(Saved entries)
↓↓↓

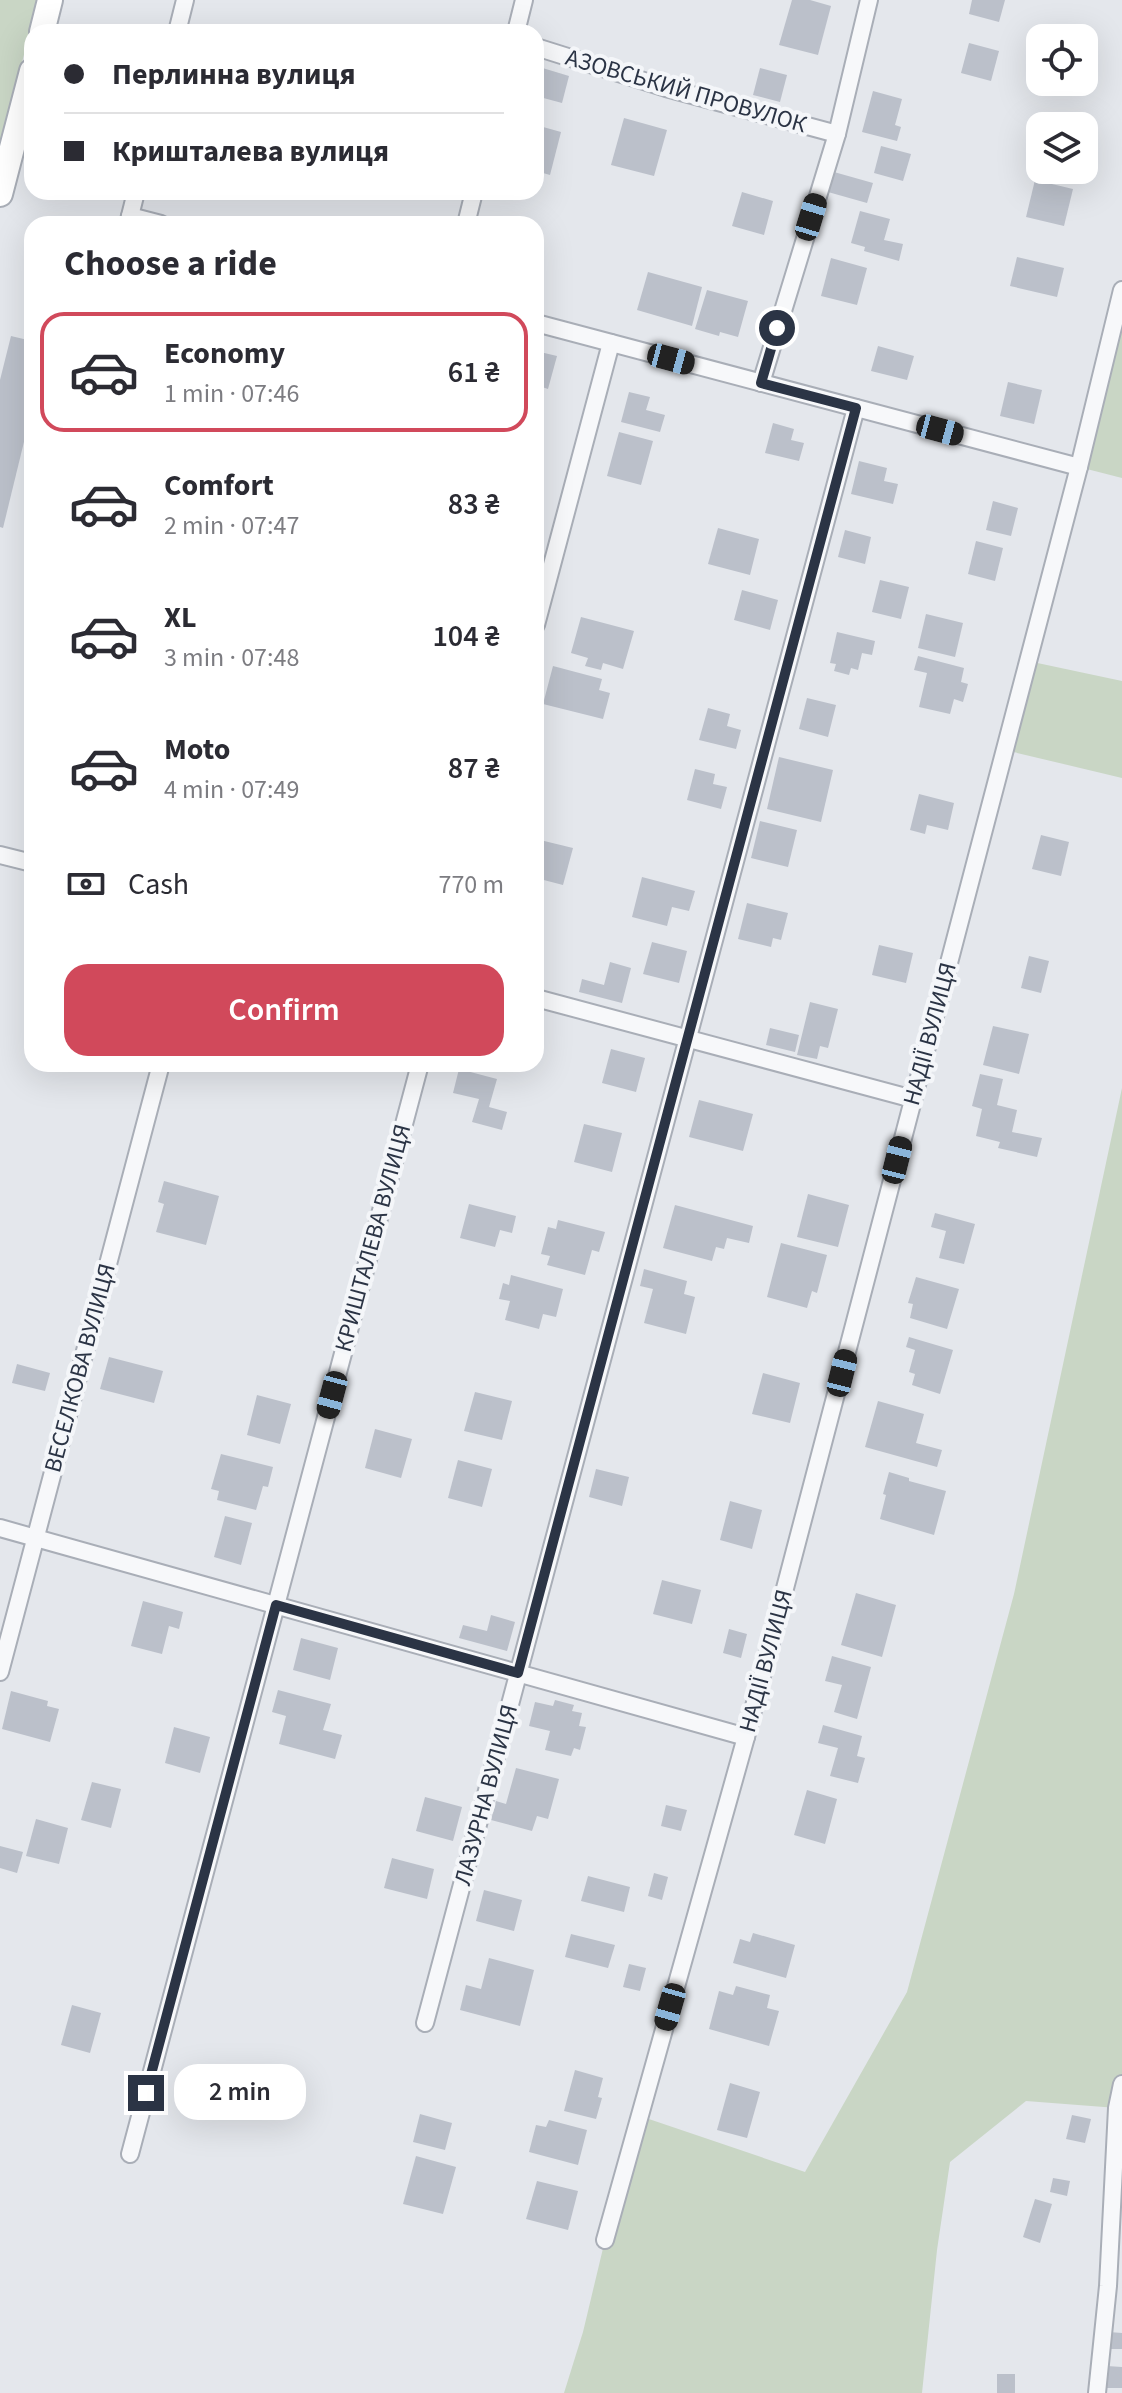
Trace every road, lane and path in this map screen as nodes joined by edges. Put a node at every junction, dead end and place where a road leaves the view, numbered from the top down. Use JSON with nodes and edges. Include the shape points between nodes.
{"nodes":[{"id":1,"x":50,"y":0,"type":"edge"},
{"id":2,"x":185,"y":0,"type":"edge"},
{"id":3,"x":524,"y":0,"type":"edge"},
{"id":4,"x":869,"y":0,"type":"edge"},
{"id":5,"x":44,"y":24,"type":"edge"},
{"id":6,"x":179,"y":24,"type":"edge"},
{"id":7,"x":518,"y":24,"type":"edge"},
{"id":8,"x":544,"y":50,"type":"edge"},
{"id":9,"x":24,"y":102,"type":"edge"},
{"id":10,"x":837,"y":134,"type":"junction"},
{"id":11,"x":0,"y":194,"type":"edge"},
{"id":12,"x":1122,"y":290,"type":"edge"},
{"id":13,"x":544,"y":325,"type":"edge"},
{"id":14,"x":611,"y":343,"type":"junction"},
{"id":15,"x":761,"y":383,"type":"junction"},
{"id":16,"x":856,"y":408,"type":"junction"},
{"id":17,"x":1079,"y":467,"type":"junction"},
{"id":18,"x":544,"y":595,"type":"edge"},
{"id":19,"x":0,"y":855,"type":"edge"},
{"id":20,"x":24,"y":861,"type":"edge"},
{"id":21,"x":544,"y":1000,"type":"edge"},
{"id":22,"x":688,"y":1039,"type":"junction"},
{"id":23,"x":159,"y":1072,"type":"edge"},
{"id":24,"x":418,"y":1072,"type":"edge"},
{"id":25,"x":913,"y":1099,"type":"junction"},
{"id":26,"x":0,"y":1528,"type":"edge"},
{"id":27,"x":36,"y":1538,"type":"junction"},
{"id":28,"x":276,"y":1605,"type":"junction"},
{"id":29,"x":0,"y":1672,"type":"edge"},
{"id":30,"x":518,"y":1673,"type":"junction"},
{"id":31,"x":746,"y":1737,"type":"junction"},
{"id":32,"x":425,"y":2023,"type":"dead end"},
{"id":33,"x":1122,"y":2084,"type":"edge"},
{"id":34,"x":130,"y":2154,"type":"dead end"},
{"id":35,"x":605,"y":2240,"type":"dead end"},
{"id":36,"x":1097,"y":2393,"type":"edge"}],
"edges":[{"from":1,"to":5,"type":"street"},
{"from":2,"to":6,"type":"street"},
{"from":3,"to":7,"type":"street"},
{"from":4,"to":10,"type":"street"},
{"from":8,"to":10,"type":"street","name":"АЗОВСЬКИЙ ПРОВУЛОК"},
{"from":9,"to":11,"type":"street"},
{"from":10,"to":15,"type":"street"},
{"from":12,"to":17,"type":"street","name":"НАДІЇ ВУЛИЦЯ"},
{"from":13,"to":14,"type":"street"},
{"from":14,"to":15,"type":"street"},
{"from":14,"to":18,"type":"street"},
{"from":15,"to":16,"type":"street"},
{"from":16,"to":17,"type":"street"},
{"from":16,"to":22,"type":"street","name":"ЛАЗУРНА ВУЛИЦЯ"},
{"from":17,"to":25,"type":"street","name":"НАДІЇ ВУЛИЦЯ"},
{"from":19,"to":20,"type":"street"},
{"from":21,"to":22,"type":"street"},
{"from":22,"to":25,"type":"street"},
{"from":22,"to":30,"type":"street","name":"ЛАЗУРНА ВУЛИЦЯ"},
{"from":23,"to":27,"type":"street","name":"ВЕСЕЛКОВА ВУЛИЦЯ"},
{"from":24,"to":28,"type":"street","name":"КРИШТАЛЕВА ВУЛИЦЯ"},
{"from":25,"to":31,"type":"street","name":"НАДІЇ ВУЛИЦЯ"},
{"from":26,"to":27,"type":"street"},
{"from":27,"to":28,"type":"street"},
{"from":27,"to":29,"type":"street","name":"ВЕСЕЛКОВА ВУЛИЦЯ"},
{"from":28,"to":30,"type":"street"},
{"from":28,"to":34,"type":"street","name":"КРИШТАЛЕВА ВУЛИЦЯ"},
{"from":30,"to":31,"type":"street"},
{"from":30,"to":32,"type":"street","name":"ЛАЗУРНА ВУЛИЦЯ"},
{"from":31,"to":35,"type":"street","name":"НАДІЇ ВУЛИЦЯ"},
{"from":33,"to":36,"type":"street"}]}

↑↑↑

Assignment =>
What is needed is an exact copy of all the data, with no images in it.

Answer for the task =>
Trace every road, lane and path in this map screen as nodes joined by edges. Put a node at every junction, dead end and place where a road leaves the view, numbered from the top down. Use JSON with nodes and edges. Include the shape points between nodes.
{"nodes":[{"id":1,"x":50,"y":0,"type":"edge"},
{"id":2,"x":185,"y":0,"type":"edge"},
{"id":3,"x":524,"y":0,"type":"edge"},
{"id":4,"x":869,"y":0,"type":"edge"},
{"id":5,"x":44,"y":24,"type":"edge"},
{"id":6,"x":179,"y":24,"type":"edge"},
{"id":7,"x":518,"y":24,"type":"edge"},
{"id":8,"x":544,"y":50,"type":"edge"},
{"id":9,"x":24,"y":102,"type":"edge"},
{"id":10,"x":837,"y":134,"type":"junction"},
{"id":11,"x":0,"y":194,"type":"edge"},
{"id":12,"x":1122,"y":290,"type":"edge"},
{"id":13,"x":544,"y":325,"type":"edge"},
{"id":14,"x":611,"y":343,"type":"junction"},
{"id":15,"x":761,"y":383,"type":"junction"},
{"id":16,"x":856,"y":408,"type":"junction"},
{"id":17,"x":1079,"y":467,"type":"junction"},
{"id":18,"x":544,"y":595,"type":"edge"},
{"id":19,"x":0,"y":855,"type":"edge"},
{"id":20,"x":24,"y":861,"type":"edge"},
{"id":21,"x":544,"y":1000,"type":"edge"},
{"id":22,"x":688,"y":1039,"type":"junction"},
{"id":23,"x":159,"y":1072,"type":"edge"},
{"id":24,"x":418,"y":1072,"type":"edge"},
{"id":25,"x":913,"y":1099,"type":"junction"},
{"id":26,"x":0,"y":1528,"type":"edge"},
{"id":27,"x":36,"y":1538,"type":"junction"},
{"id":28,"x":276,"y":1605,"type":"junction"},
{"id":29,"x":0,"y":1672,"type":"edge"},
{"id":30,"x":518,"y":1673,"type":"junction"},
{"id":31,"x":746,"y":1737,"type":"junction"},
{"id":32,"x":425,"y":2023,"type":"dead end"},
{"id":33,"x":1122,"y":2084,"type":"edge"},
{"id":34,"x":130,"y":2154,"type":"dead end"},
{"id":35,"x":605,"y":2240,"type":"dead end"},
{"id":36,"x":1097,"y":2393,"type":"edge"}],
"edges":[{"from":1,"to":5,"type":"street"},
{"from":2,"to":6,"type":"street"},
{"from":3,"to":7,"type":"street"},
{"from":4,"to":10,"type":"street"},
{"from":8,"to":10,"type":"street","name":"АЗОВСЬКИЙ ПРОВУЛОК"},
{"from":9,"to":11,"type":"street"},
{"from":10,"to":15,"type":"street"},
{"from":12,"to":17,"type":"street","name":"НАДІЇ ВУЛИЦЯ"},
{"from":13,"to":14,"type":"street"},
{"from":14,"to":15,"type":"street"},
{"from":14,"to":18,"type":"street"},
{"from":15,"to":16,"type":"street"},
{"from":16,"to":17,"type":"street"},
{"from":16,"to":22,"type":"street","name":"ЛАЗУРНА ВУЛИЦЯ"},
{"from":17,"to":25,"type":"street","name":"НАДІЇ ВУЛИЦЯ"},
{"from":19,"to":20,"type":"street"},
{"from":21,"to":22,"type":"street"},
{"from":22,"to":25,"type":"street"},
{"from":22,"to":30,"type":"street","name":"ЛАЗУРНА ВУЛИЦЯ"},
{"from":23,"to":27,"type":"street","name":"ВЕСЕЛКОВА ВУЛИЦЯ"},
{"from":24,"to":28,"type":"street","name":"КРИШТАЛЕВА ВУЛИЦЯ"},
{"from":25,"to":31,"type":"street","name":"НАДІЇ ВУЛИЦЯ"},
{"from":26,"to":27,"type":"street"},
{"from":27,"to":28,"type":"street"},
{"from":27,"to":29,"type":"street","name":"ВЕСЕЛКОВА ВУЛИЦЯ"},
{"from":28,"to":30,"type":"street"},
{"from":28,"to":34,"type":"street","name":"КРИШТАЛЕВА ВУЛИЦЯ"},
{"from":30,"to":31,"type":"street"},
{"from":30,"to":32,"type":"street","name":"ЛАЗУРНА ВУЛИЦЯ"},
{"from":31,"to":35,"type":"street","name":"НАДІЇ ВУЛИЦЯ"},
{"from":33,"to":36,"type":"street"}]}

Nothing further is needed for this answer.